Treating neurodegenerative brain diseases is still very challenging because of many factors, including (a) the limited understanding of the pathology, etiology, and mechanisms of neurodegeneration of brain diseases; (b) the ability to diagnose various neurodegenerative diseases; (c) the slow development of therapeutics to halt and reverse the neurodegeneration; and (d) the difficulty in delivering therapeutic and diagnostic molecules to the CNS. One way to reverse neurodegenerative brain diseases is by delivering neurotrophic factors or molecules that can regenerate neurons. Although there are many molecules that can be used for this purpose, the brain delivery efficiency, efficacy, and safety of these molecules need further investigation. Therefore, the development of efficient brain delivery methods for neuroregenerative molecules (i.e., BDNF, NGF, IGF-1, and LIF) is essential to be able to use these molecules to reverse neurodegenerative brain diseases. The selection of molecules and target brain region(s) for neuroregeneration will be essential for the success of the treatment. The usefulness of a certain neurotrophic factor in treating neurodegenerative diseases is still uncertain because some studies contradict one another in its effectiveness.
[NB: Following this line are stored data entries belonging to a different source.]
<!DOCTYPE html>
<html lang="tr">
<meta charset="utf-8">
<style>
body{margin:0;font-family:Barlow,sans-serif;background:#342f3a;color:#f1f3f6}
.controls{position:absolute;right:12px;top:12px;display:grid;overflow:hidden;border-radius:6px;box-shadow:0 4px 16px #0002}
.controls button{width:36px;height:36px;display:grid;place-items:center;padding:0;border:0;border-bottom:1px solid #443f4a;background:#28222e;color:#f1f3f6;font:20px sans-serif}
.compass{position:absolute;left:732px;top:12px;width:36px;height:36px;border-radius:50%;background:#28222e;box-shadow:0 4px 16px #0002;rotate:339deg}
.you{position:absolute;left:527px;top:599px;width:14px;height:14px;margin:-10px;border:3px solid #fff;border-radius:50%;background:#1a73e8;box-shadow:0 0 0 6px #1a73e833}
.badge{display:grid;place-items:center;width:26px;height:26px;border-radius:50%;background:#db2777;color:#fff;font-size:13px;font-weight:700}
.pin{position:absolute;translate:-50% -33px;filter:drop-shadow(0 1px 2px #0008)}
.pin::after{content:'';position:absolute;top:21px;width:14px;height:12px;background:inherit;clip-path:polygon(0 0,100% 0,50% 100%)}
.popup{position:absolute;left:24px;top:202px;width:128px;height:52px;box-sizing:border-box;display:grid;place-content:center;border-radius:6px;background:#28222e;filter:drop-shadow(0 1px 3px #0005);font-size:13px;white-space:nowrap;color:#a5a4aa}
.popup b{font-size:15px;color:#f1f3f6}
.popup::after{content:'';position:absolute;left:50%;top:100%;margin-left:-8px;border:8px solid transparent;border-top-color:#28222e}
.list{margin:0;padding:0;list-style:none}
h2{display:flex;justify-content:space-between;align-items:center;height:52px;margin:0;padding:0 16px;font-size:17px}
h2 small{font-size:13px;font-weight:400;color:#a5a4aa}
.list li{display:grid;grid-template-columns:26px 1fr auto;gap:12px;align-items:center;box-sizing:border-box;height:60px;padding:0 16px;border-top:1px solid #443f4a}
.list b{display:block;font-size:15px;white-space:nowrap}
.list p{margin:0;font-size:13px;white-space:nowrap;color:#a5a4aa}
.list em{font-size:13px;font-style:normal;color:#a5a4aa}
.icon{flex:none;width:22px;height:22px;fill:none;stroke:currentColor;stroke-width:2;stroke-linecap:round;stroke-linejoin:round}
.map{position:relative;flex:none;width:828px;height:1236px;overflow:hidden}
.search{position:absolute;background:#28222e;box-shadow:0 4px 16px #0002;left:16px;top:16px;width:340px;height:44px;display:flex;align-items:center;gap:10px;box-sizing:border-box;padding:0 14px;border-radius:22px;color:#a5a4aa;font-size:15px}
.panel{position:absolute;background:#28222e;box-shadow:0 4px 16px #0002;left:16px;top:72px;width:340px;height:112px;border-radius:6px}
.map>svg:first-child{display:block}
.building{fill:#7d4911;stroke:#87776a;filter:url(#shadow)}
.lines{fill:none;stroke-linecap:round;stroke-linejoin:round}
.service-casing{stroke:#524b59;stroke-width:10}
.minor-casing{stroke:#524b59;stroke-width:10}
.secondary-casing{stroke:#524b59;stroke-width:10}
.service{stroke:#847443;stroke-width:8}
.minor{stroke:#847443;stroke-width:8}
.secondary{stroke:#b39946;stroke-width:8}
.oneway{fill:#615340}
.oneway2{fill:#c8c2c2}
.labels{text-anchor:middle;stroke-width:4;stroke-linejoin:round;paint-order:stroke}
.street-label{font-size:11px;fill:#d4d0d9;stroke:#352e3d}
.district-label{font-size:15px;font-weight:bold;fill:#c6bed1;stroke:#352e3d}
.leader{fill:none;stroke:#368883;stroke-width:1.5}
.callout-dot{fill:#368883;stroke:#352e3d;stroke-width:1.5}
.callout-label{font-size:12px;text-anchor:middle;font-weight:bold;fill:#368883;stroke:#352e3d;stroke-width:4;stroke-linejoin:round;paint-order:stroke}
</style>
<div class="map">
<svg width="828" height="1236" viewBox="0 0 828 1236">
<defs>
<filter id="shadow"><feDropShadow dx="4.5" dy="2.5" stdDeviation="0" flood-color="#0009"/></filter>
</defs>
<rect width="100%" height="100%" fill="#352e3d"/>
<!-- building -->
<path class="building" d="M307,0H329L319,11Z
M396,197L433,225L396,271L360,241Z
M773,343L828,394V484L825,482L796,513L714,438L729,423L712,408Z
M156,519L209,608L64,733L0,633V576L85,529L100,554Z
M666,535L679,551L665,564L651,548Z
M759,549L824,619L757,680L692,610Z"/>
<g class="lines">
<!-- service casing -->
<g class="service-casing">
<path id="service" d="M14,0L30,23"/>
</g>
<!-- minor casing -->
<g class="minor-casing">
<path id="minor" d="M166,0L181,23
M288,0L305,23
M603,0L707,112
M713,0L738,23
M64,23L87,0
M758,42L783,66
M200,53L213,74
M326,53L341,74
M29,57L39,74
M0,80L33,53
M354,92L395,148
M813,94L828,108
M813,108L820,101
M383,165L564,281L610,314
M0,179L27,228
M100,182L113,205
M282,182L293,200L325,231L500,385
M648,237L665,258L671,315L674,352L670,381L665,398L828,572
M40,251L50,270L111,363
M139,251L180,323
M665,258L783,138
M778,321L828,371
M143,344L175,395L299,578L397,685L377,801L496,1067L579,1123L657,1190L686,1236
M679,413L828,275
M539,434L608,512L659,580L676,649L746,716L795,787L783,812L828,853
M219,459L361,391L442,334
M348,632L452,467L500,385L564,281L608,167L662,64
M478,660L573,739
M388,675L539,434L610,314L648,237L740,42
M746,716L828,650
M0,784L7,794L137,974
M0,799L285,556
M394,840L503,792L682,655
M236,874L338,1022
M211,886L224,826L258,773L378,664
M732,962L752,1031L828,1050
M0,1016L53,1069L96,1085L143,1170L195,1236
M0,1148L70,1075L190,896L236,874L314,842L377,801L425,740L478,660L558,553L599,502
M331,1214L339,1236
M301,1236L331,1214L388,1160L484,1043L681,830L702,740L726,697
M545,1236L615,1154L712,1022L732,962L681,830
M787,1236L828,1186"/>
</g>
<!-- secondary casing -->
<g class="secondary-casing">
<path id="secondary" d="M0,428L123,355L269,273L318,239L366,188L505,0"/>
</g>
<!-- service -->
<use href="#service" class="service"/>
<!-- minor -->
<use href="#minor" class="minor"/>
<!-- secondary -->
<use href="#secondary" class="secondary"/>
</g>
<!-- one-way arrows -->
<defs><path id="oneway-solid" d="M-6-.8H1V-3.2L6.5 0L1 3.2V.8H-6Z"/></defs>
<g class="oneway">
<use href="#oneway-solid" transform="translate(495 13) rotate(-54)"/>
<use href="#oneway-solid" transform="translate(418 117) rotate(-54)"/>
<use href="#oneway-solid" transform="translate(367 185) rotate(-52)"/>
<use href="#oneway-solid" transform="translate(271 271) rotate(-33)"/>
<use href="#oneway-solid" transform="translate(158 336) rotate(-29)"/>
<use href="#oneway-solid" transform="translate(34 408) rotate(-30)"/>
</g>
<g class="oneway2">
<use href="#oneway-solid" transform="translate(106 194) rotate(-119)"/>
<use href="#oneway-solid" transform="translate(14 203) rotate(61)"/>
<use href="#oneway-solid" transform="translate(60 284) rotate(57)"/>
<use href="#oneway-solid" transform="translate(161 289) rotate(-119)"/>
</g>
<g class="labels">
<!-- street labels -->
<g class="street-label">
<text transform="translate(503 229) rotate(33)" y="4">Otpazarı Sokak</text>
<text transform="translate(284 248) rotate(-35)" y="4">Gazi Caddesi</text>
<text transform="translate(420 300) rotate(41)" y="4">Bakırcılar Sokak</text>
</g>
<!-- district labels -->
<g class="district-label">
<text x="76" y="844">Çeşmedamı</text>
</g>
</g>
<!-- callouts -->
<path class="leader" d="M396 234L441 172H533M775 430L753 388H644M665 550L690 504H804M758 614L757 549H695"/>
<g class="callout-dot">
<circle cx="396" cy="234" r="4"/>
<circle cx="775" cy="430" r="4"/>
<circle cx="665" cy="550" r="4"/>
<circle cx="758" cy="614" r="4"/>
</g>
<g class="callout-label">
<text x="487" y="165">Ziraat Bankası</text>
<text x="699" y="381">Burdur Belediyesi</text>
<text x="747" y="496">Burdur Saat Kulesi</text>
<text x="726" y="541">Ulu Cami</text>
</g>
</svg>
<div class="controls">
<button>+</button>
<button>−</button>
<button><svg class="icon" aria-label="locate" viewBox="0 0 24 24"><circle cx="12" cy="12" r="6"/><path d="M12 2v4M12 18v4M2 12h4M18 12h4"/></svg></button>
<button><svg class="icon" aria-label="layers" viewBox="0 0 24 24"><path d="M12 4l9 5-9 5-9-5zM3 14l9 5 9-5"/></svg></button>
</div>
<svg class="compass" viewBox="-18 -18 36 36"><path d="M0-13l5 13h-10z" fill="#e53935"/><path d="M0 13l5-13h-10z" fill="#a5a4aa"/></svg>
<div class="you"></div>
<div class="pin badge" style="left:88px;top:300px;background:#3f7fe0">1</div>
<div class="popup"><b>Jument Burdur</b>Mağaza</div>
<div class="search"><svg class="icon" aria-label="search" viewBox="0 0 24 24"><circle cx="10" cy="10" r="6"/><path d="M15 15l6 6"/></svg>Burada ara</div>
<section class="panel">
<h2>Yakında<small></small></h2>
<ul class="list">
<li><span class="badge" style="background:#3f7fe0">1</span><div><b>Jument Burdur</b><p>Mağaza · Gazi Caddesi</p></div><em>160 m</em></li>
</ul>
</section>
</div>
One important factor to consider is the efficiency of the brain delivery method for these therapeutic agents [24,25]. Discrepancies in the delivered doses of neurotrophic factors as well as the methods used to deliver the neurotrophic factors may be the cause of the conflicting results in the literature. For example, many previous studies utilized subcutaneous administrations of IGF-1 for treatment of neurodegenerative diseases. Although IGF-1R is present in the brain to facilitate the transport of IGF-1 to the brain, it is possible that there is not a sufficient level of IGF-1 that reaches the brain to produce the expected therapeutic effect. Therefore, an effective brain delivery method for the neurotrophic factor should be utilized to fully understand its therapeutic potential for neurodegenerative disease. Finally, another factor to consider is how to retain the neurotrophic factor in the brain for a sufficient time for it to display its activity in the brain [24,25].